Salehi wyraził też przekonanie, że "jeśli nadal będziemy stawiać opór, opozycja wobec naszego programu nuklearnego zacznie się kruszyć". Powiedział też, że Teheran musi kontynuować realizację swych celów "już choćby ze względów gospodarczych" - produkcja prądu elektrycznego w elektrowni atomowej jest znacznie tańsza niż w elektrowniach konwencjonalnych.
W najbliższy weekend do reaktora o mocy 1000 megawatów w wybudowanej przez Rosjan elektrowni atomowej w irańskim Buszerze ma zostać załadowane paliwo nuklearne. W ciągu najbliższych sześciu miesięcy elektrownia ma osiągnąć pełną wydajność.
Zachód podejrzewa Iran o dążenie do wejścia w posiadanie broni nuklearnej i domaga się od Teheranu wstrzymania prac nad wzbogacaniem uranu. Teheran konsekwentnie twierdzi, że jego program nuklearny ma wyłącznie charakter pokojowy.Tymczasem Rosja zdecydowanie broni pierwszej elektrowni atomowej w Iranie. Rosyjski minister spraw zagranicznych Siergiej Ławrow oświadczył, że elektrownia w Buszerze "jest absolutnie wolna od ryzyka rozprzestrzeniania" broni masowego rażenia. - Pogląd ten podzielają wszyscy przywódcy krajów zachodnich - dodał w czasie szczytu w czarnomorskim Soczi. W sobotę Rosja ma zacząć ładować paliwo nuklearne do reaktora elektrowni. W uroczystości otwarcia ma uczestniczyć m.in. szef Rosatomu Siergiej Kirijenko.

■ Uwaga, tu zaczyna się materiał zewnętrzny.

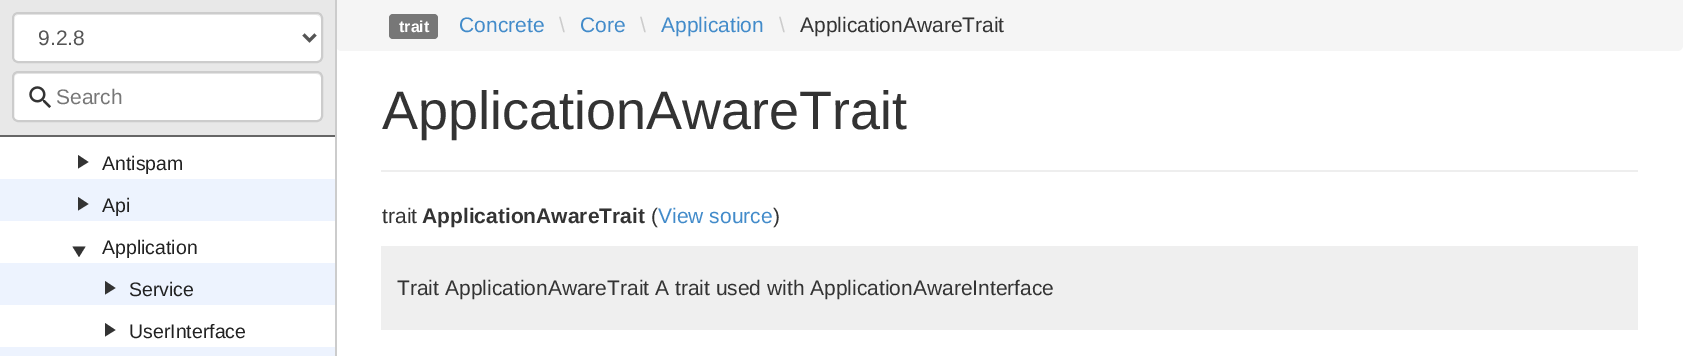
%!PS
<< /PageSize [1683 356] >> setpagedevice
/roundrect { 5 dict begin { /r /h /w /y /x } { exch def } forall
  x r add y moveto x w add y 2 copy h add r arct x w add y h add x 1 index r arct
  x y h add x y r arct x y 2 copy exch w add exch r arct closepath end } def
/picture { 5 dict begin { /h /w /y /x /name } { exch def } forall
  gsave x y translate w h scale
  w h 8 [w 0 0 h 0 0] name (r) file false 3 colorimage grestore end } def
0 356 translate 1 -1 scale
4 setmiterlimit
1 setgray
0 0 1683 356 rectfill
0.961 setgray
newpath 336 -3 moveto 1683 -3 lineto 1683 45 lineto 1683 48.5 1680.5 51 1677 51 curveto 342 51 lineto 338.5 51 336 48.5 336 45 curveto closepath fill
0.8 setgray
335 0 2 356 rectfill
0.91 setgray
0 0 335 135 rectfill
0.4 setgray
0 135 335 2 rectfill
1 setgray
12 12 311 51 6 roundrect fill
0.925 setgray
newpath 18 15 moveto 316 15 lineto 319 15 321 17 321 20 curveto 321 17 319 14 316 14 curveto 19 14 lineto 16 14 14 17 14 20 curveto 14 17 16 15 18 15 curveto closepath fill
0.8 setgray
2 setlinewidth
13 13 309 49 5 roundrect stroke
0.333 setgray
3 setlinewidth
newpath 303.5 34.5 moveto 309.5 40.5 lineto 315.5 34.5 lineto stroke
/LiberationSans-Regular [21 0 0 -21 0 0] selectfont
38 45 moveto (9.2.8) show
1 setgray
12 71 311 51 6 roundrect fill
0.925 setgray
newpath 18 74 moveto 316 74 lineto 319 74 321 76 321 78 curveto 321 75 319 72 316 72 curveto 19 72 lineto 16 72 14 75 14 78 curveto 14 76 16 74 18 74 curveto closepath fill
0.8 setgray
2 setlinewidth
13 72 309 49 5 roundrect stroke
(img1.rgb) 29 86 22 22 picture
0.467 setgray
56 104 moveto (Search) show
0.929 0.953 0.996 setrgbcolor
0 179 335 42 rectfill
0 263 335 42 rectfill
0 347 335 9 rectfill
0.2 setgray
newpath 78 155 moveto 78 168.5 lineto 88.5 162 lineto closepath fill
/LiberationSans-Regular [19.5 0 0 -19.5 0 0] selectfont
0.133 setgray
102 170 moveto (Antispam) show
0.2 setgray
newpath 78 197 moveto 78 210.5 lineto 88.5 204 lineto closepath fill
0.133 setgray
102 212 moveto (Api) show
0.2 setgray
newpath 85.5 246.5 moveto 72.5 246.5 lineto 79 257 lineto closepath fill
0.133 setgray
102 254 moveto (Application) show
0.2 setgray
newpath 105 281 moveto 105 294.5 lineto 115.5 288 lineto closepath fill
0.133 setgray
129 296 moveto (Service) show
0.2 setgray
newpath 105 323 moveto 105 336.5 lineto 115.5 330 lineto closepath fill
0.133 setgray
129 338 moveto (UserInterface) show
0.467 setgray
389 14 49 25 4 roundrect fill
/LiberationSans-Bold [16 0 0 -16 0 0] selectfont
1 setgray
399 32 moveto (trait) show
/LiberationSans-Regular [21 0 0 -21 0 0] selectfont
0.259 0.545 0.792 setrgbcolor
459 32 moveto (Concrete) show
0.8 setgray
559 32 moveto (\\) show
0.259 0.545 0.792 setrgbcolor
580 32 moveto (Core) show
0.8 setgray
640 32 moveto (\\) show
0.259 0.545 0.792 setrgbcolor
661 32 moveto (Application) show
0.8 setgray
779 32 moveto (\\) show
0.2 setgray
800 32 moveto (ApplicationAwareTrait) show
0.933 setgray
381 170 1257 2 rectfill
/LiberationSans-Regular [54 0 0 -54 0 0] selectfont
0.2 setgray
382 129 moveto (ApplicationAwareTrait) show
/LiberationSans-Regular [21 0 0 -21 0 0] selectfont
382 223 moveto (trait) show
/LiberationSans-Bold [21 0 0 -21 0 0] selectfont
422 223 moveto (ApplicationAwareTrait) show
/LiberationSans-Regular [21 0 0 -21 0 0] selectfont
651 223 moveto (\() show
0.259 0.545 0.792 setrgbcolor
658 223 moveto (View source) show
0.2 setgray
773 223 moveto (\)) show
0.937 setgray
381 246 1257 84 rectfill
0.2 setgray
397 295 moveto (Trait ApplicationAwareTrait A trait used with ApplicationAwareInterface) show
showpage
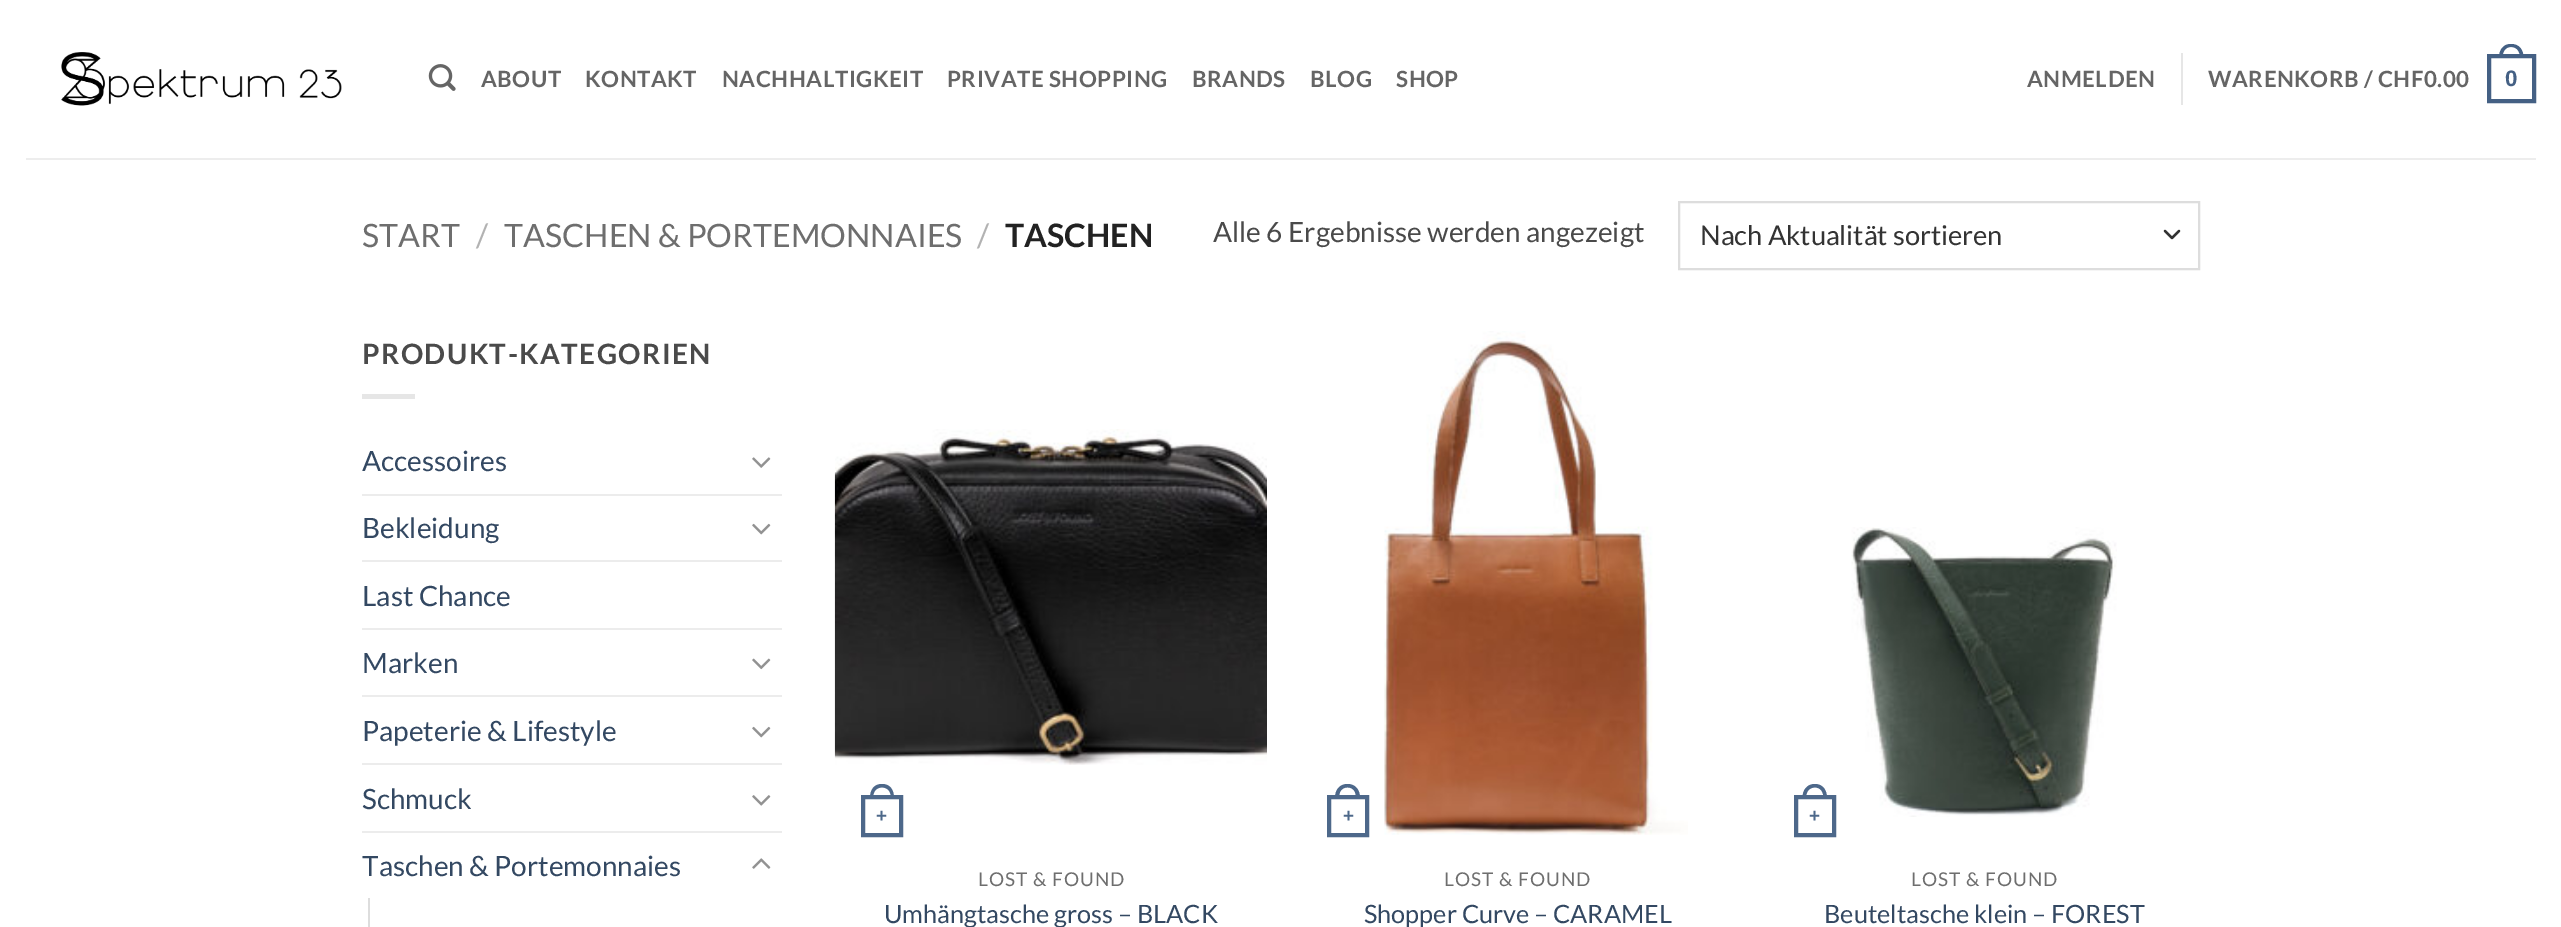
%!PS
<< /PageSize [2561 927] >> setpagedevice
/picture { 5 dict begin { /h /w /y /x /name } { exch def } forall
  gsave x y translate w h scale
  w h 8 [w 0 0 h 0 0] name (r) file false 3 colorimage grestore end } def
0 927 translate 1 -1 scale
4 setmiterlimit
1 setgray
0 0 2561 927 rectfill
(img1.rgb) 61 52 281 54 picture
(img2.rgb) 428 64 28 27 picture
/Lato-Bold [22.4 0 0 -22.4 0 0] selectfont
0.396 setgray
481 87 moveto 0.5 0 (ABOUT) ashow
585 87 moveto 0.5 0 (KONTAKT) ashow
722 87 moveto 0.5 0 (NACHHALTIGKEIT) ashow
947 87 moveto 0.5 0 (PRIVATE SHOPPING) ashow
1192 87 moveto 0.5 0 (BRANDS) ashow
1310 87 moveto 0.5 0 (BLOG) ashow
1396 87 moveto 0.5 0 (SHOP) ashow
2027 87 moveto 0.5 0 (ANMELDEN) ashow
0.902 setgray
2181 53 2 52 rectfill
0.396 setgray
2208 87 moveto 0.5 0 (WARENKORB / CHF0.00) ashow
0.267 0.376 0.518 setrgbcolor
4 setlinewidth
2489 56 45 45 rectstroke
newpath 2511 44 moveto 2519.5 44 2523.5 50 2523.5 58 curveto 2499 58 lineto 2499 50 2503 44 2511 44 curveto closepath 2511 47 moveto 2517.5 47 2520 52 2520 58 curveto 2502.5 58 lineto 2502.5 52 2505 47 2511 47 curveto closepath eofill
/LiberationSans-Bold [22.4 0 0 -22.4 0 0] selectfont
2505 86 moveto 0.5 0 (0) ashow
0.929 setgray
26 158 2510 2 rectfill
/Lato-Regular [32.25 0 0 -32.25 0 0] selectfont
0.431 setgray
362 247 moveto (START) show
0.698 setgray
476 247 moveto (/) show
0.431 setgray
504 247 moveto (TASCHEN & PORTEMONNAIES) show
0.698 setgray
977 247 moveto (/) show
/Lato-Bold [32.25 0 0 -32.25 0 0] selectfont
0.133 setgray
1005 247 moveto (TASCHEN) show
/Lato-Regular [28 0 0 -28 0 0] selectfont
0.29 setgray
1213 242 moveto (Alle 6 Ergebnisse werden angezeigt) show
0.2 setgray
2.3 setlinewidth
1 setlinecap
1 setlinejoin
newpath 2165 231 moveto 2172 238 lineto 2179 231 lineto stroke
0.867 setgray
2 setlinewidth
0 setlinecap
0 setlinejoin
1679 202 520 67 rectstroke
/Lato-Regular [27.25 0 0 -27.25 0 0] selectfont
0.2 setgray
1700 245 moveto (Nach Aktualität sortieren) show
/Lato-Bold [28 0 0 -28 0 0] selectfont
0.29 setgray
362 364 moveto 1.4 0 (PRODUKT-KATEGORIEN) ashow
0.902 setgray
362 394 53 5 rectfill
/Lato-Regular [28 0 0 -28 0 0] selectfont
0.2 0.282 0.384 setrgbcolor
362 471 moveto (Accessoires) show
(img3.rgb) 752 457 19 11 picture
0.925 setgray
362 494 420 2 rectfill
0.2 0.282 0.384 setrgbcolor
362 538 moveto (Bekleidung) show
(img4.rgb) 752 523 19 12 picture
0.925 setgray
362 560 420 2 rectfill
0.2 0.282 0.384 setrgbcolor
362 606 moveto (Last Chance) show
0.925 setgray
362 628 420 2 rectfill
0.2 0.282 0.384 setrgbcolor
362 673 moveto (Marken) show
(img5.rgb) 752 658 19 12 picture
0.925 setgray
362 695 420 2 rectfill
0.2 0.282 0.384 setrgbcolor
362 741 moveto (Papeterie & Lifestyle) show
(img4.rgb) 752 726 19 12 picture
0.925 setgray
362 763 420 2 rectfill
0.2 0.282 0.384 setrgbcolor
362 809 moveto (Schmuck) show
(img6.rgb) 752 795 19 11 picture
0.925 setgray
362 831 420 2 rectfill
0.2 0.282 0.384 setrgbcolor
362 876 moveto (Taschen & Portemonnaies) show
(img7.rgb) 752 858 19 11 picture
0.867 setgray
368 898 2 29 rectfill
(img8.rgb) 834 429 433 336 picture
0.302 0.408 0.541 setrgbcolor
4 setlinewidth
863 797 38 38 rectstroke
newpath 882 784 moveto 890.5 784 894 790.5 894 798 curveto 870 798 lineto 870 790.5 873.5 784 882 784 curveto closepath 882 787.5 moveto 888.5 787.5 891 792.5 891 798 curveto 873 798 lineto 873 792.5 875.5 787.5 882 787.5 curveto closepath eofill
/LiberationSans-Bold [19 0 0 -19 0 0] selectfont
876 822 moveto (+) show
/Lato-Regular [19 0 0 -19 0 0] selectfont
0.431 setgray
978 886 moveto 1 0 (LOST & FOUND) ashow
/Lato-Regular [25.25 0 0 -25.25 0 0] selectfont
0.2 0.282 0.384 setrgbcolor
884 923 moveto (Umhängtasche gross – BLACK) show
0.302 0.408 0.541 setrgbcolor
1329 797 38 38 rectstroke
newpath 1347.5 784 moveto 1356 784 1360 790.5 1360 798 curveto 1335 798 lineto 1335 790.5 1339 784 1347.5 784 curveto closepath 1347.5 787.5 moveto 1354 787.5 1356 792.5 1356 798 curveto 1339 798 lineto 1339 792.5 1341 787.5 1347.5 787.5 curveto closepath eofill
/LiberationSans-Bold [19 0 0 -19 0 0] selectfont
1343 822 moveto (+) show
(img9.rgb) 1384 331 304 504 picture
/Lato-Regular [19 0 0 -19 0 0] selectfont
0.431 setgray
1444 886 moveto 1 0 (LOST & FOUND) ashow
/Lato-Regular [25.25 0 0 -25.25 0 0] selectfont
0.2 0.282 0.384 setrgbcolor
1364 923 moveto (Shopper Curve – CARAMEL) show
0.302 0.408 0.541 setrgbcolor
1796 797 38 38 rectstroke
newpath 1815 784 moveto 1823 784 1827 790.5 1827 798 curveto 1802.5 798 lineto 1802.5 790.5 1806.5 784 1815 784 curveto closepath 1815 787.5 moveto 1821 787.5 1823.5 792.5 1823.5 798 curveto 1806 798 lineto 1806 792.5 1808.5 787.5 1815 787.5 curveto closepath eofill
/LiberationSans-Bold [19 0 0 -19 0 0] selectfont
1809 822 moveto (+) show
(img10.rgb) 1851 527 266 290 picture
/Lato-Regular [19 0 0 -19 0 0] selectfont
0.431 setgray
1911 886 moveto 1 0 (LOST & FOUND) ashow
/Lato-Regular [25.25 0 0 -25.25 0 0] selectfont
0.2 0.282 0.384 setrgbcolor
1824 923 moveto (Beuteltasche klein – FOREST) show
showpage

Oficjalnie budowę elektrowni zakończono w lutym, a Rosja dostarczyła już do Buszeru niezbędne paliwo. Pozostało jedynie wszczęcie procedury technicznej, która ma na celu przetestowanie urządzeń. Budowę elektrowni rozpoczęła niemiecka firma Siemens jeszcze przed irańską rewolucją 1979 roku. Przerwano ją zaraz po wybuchu wojny irańsko-irackiej w 1980 roku, a Rosja w 1994 roku wznowiła budowę.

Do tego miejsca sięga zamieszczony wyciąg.